The fix is simple: only buy something when there’s a genuine, practical need for it, not because you saw it on your feed. And no, that new product will not make you happier, skinnier, more lovable, or a better parent. It really won’t. 

Shopping is an expensive hobby. Pick something else. 

Packing Lunch

Every packed lunch saves roughly what a take-out meal costs, which, depending on the city and your tastes, can be anywhere from $10 to $20 or more, before delivery fees.

Doing that five days a week adds up to hundreds per month. It’s not glamorous advice, but it’s hard to beat.

Going Digital With Video Games

Physical game collecting is an easy habit to rationalize and an expensive one to maintain.

The reality is that owning every game in a tangible box isn’t necessary, and when the same title costs $15 digitally versus $150 for a physical copy, the choice becomes obvious. Keep the ones that genuinely matter. Go digital for the rest.

Making Homemade Vanilla Extract

This one sounds minor, but it’s really the beginning of a path towards anti-consumption as a whole. 

Store-bought vanilla extract is pretty pricey. 

Making it at home, cheap vodka, vanilla beans, and time, costs around $20 for two to three quarts. A tiny store-bought bottle runs about $6 for a fraction of that amount. It takes some time to set up, but once it’s going, it essentially makes itself.

Once you do this, start finding other easy things to make at home instead of buying. You’ll be surprised by how many things there are. 

Swapping Red Meat for Poultry, Beans, and Vegetables

A decent steak easily runs into double digits per cut. Chicken drumsticks can cost as little as 59 cents a pound. Beans are even less than that. 

Shifting a grocery cart toward poultry and vegetables, while cooking at home more, cuts the food budget significantly without any real sacrifice in the quality of meals.

If anything, the meals get more creative and certainly healthier. 

Switching Internet and Cell Providers

Provider loyalty is rarely rewarded.

Switching from a home internet service to a 5G hotspot can cut a monthly bill from $110 down to $50 and with better performance.

Switching from a major carrier to a budget alternative can bring a two-line cell phone bill from $174 down to $34 per month. That’s over $200 in monthly savings from two phone calls.

Downsizing Living Space

Moving to a smaller apartment can save $800 a month and come with unexpected bonuses.
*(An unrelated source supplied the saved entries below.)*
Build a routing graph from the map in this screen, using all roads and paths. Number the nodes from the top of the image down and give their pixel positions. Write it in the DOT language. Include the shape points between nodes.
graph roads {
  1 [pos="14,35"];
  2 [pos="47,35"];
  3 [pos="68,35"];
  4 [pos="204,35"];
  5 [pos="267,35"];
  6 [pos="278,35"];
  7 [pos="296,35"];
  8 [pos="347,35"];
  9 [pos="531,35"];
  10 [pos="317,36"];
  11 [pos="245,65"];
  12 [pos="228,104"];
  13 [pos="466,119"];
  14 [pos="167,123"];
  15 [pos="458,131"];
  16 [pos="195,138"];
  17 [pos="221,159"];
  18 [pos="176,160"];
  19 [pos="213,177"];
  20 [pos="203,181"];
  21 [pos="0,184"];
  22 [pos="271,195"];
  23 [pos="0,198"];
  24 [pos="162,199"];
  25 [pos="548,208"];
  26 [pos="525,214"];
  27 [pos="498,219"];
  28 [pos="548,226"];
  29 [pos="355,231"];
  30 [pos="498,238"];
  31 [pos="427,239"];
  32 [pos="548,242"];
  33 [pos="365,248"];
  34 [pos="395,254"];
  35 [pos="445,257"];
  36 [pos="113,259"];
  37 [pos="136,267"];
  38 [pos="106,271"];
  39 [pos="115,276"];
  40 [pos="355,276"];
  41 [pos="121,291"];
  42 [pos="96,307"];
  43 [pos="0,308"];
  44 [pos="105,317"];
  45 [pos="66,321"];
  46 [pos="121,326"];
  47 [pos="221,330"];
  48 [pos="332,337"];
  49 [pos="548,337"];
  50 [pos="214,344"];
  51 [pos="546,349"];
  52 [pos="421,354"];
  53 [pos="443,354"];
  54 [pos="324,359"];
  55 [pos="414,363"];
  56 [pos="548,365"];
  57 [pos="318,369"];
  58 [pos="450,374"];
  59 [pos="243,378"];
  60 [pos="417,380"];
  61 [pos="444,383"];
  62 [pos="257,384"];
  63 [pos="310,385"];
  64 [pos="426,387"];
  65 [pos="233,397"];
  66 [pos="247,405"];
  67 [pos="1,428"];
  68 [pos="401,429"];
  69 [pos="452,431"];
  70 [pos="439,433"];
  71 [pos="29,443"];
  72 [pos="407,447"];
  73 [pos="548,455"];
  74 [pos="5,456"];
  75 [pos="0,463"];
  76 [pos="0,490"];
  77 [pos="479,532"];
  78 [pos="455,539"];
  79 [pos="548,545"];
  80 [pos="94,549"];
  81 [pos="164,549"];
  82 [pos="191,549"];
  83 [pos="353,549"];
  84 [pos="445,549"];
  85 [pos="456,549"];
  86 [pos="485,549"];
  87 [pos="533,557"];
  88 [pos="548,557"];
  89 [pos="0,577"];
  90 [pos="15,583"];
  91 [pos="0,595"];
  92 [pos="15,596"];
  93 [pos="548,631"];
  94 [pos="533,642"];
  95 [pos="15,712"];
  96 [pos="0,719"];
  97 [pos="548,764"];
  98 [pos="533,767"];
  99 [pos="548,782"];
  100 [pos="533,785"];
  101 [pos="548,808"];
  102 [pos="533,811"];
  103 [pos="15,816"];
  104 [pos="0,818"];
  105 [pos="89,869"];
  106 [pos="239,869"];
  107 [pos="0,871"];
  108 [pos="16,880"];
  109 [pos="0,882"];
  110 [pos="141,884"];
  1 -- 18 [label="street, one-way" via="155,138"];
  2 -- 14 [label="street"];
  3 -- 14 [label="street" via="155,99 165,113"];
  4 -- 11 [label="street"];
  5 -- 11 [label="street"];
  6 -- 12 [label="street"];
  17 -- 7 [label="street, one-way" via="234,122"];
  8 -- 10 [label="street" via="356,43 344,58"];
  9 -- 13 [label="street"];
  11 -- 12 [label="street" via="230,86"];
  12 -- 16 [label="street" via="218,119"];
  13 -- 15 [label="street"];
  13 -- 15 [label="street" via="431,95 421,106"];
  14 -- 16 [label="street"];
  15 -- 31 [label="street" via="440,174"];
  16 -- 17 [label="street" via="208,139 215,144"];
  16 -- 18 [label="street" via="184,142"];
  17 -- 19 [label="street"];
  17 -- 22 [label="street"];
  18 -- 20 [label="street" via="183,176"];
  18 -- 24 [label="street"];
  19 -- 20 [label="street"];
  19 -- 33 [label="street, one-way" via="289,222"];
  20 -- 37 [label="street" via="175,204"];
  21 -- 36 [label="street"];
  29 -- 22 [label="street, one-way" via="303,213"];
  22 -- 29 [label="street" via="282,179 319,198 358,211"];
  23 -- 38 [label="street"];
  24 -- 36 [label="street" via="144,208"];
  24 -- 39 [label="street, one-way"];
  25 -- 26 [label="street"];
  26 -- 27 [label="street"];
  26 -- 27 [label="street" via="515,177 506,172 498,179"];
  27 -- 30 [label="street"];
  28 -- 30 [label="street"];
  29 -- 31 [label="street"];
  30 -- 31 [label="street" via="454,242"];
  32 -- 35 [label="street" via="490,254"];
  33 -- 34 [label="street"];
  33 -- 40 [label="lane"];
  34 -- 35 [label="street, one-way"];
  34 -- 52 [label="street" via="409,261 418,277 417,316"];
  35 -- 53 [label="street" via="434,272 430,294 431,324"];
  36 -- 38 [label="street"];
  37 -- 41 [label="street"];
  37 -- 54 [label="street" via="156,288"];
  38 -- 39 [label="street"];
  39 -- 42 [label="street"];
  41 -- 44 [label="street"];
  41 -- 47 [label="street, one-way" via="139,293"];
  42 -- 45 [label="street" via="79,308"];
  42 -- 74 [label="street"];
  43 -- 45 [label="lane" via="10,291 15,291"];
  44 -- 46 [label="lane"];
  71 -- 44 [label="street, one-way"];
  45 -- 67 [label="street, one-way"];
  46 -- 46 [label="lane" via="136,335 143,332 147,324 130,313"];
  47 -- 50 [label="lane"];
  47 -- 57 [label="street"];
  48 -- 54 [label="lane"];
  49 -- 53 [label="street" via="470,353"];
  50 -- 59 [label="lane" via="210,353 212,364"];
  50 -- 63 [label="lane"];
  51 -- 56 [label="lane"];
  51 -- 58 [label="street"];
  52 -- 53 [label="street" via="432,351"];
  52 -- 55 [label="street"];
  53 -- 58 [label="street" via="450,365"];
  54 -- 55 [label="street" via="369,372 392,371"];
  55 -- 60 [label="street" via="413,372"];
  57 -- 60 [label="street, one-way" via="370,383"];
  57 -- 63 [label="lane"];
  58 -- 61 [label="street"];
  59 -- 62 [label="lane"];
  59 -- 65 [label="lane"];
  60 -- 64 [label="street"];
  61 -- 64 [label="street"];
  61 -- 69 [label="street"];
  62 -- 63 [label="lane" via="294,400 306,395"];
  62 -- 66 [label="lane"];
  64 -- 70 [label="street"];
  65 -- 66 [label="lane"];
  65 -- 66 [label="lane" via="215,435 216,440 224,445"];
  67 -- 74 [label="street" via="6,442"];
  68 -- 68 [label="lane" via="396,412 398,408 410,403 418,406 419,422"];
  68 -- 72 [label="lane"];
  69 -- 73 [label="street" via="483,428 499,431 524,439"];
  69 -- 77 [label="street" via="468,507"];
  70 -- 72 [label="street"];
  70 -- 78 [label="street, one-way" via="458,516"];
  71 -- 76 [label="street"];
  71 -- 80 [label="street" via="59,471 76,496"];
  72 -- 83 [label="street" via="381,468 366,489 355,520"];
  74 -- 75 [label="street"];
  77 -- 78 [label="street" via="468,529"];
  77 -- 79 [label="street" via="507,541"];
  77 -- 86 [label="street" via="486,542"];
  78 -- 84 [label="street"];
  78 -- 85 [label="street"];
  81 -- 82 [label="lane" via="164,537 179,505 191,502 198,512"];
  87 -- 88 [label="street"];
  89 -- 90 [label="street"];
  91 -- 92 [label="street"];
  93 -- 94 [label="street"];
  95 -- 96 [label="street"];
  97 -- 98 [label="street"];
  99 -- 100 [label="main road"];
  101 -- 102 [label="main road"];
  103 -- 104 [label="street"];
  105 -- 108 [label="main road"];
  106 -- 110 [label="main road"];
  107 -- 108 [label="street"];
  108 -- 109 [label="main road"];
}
Less space means less stuff, less clutter, and significantly less to clean. A smaller home doesn’t have to be a downgrade, it can be the first step towards a more minimalistic and simple life

Choosing Bare-Bones Health Insurance

This isn’t the right move for everyone, but it’s worth doing the math before picking a health plan.

Dropping from a $180-per-month plan to a $7-per-month plan, while still maintaining emergency coverage, changes nothing about actual access to routine care,  because at either price point, routine care is still largely unaffordable out of pocket. For some people in that situation, the cheaper plan is simply the honest one.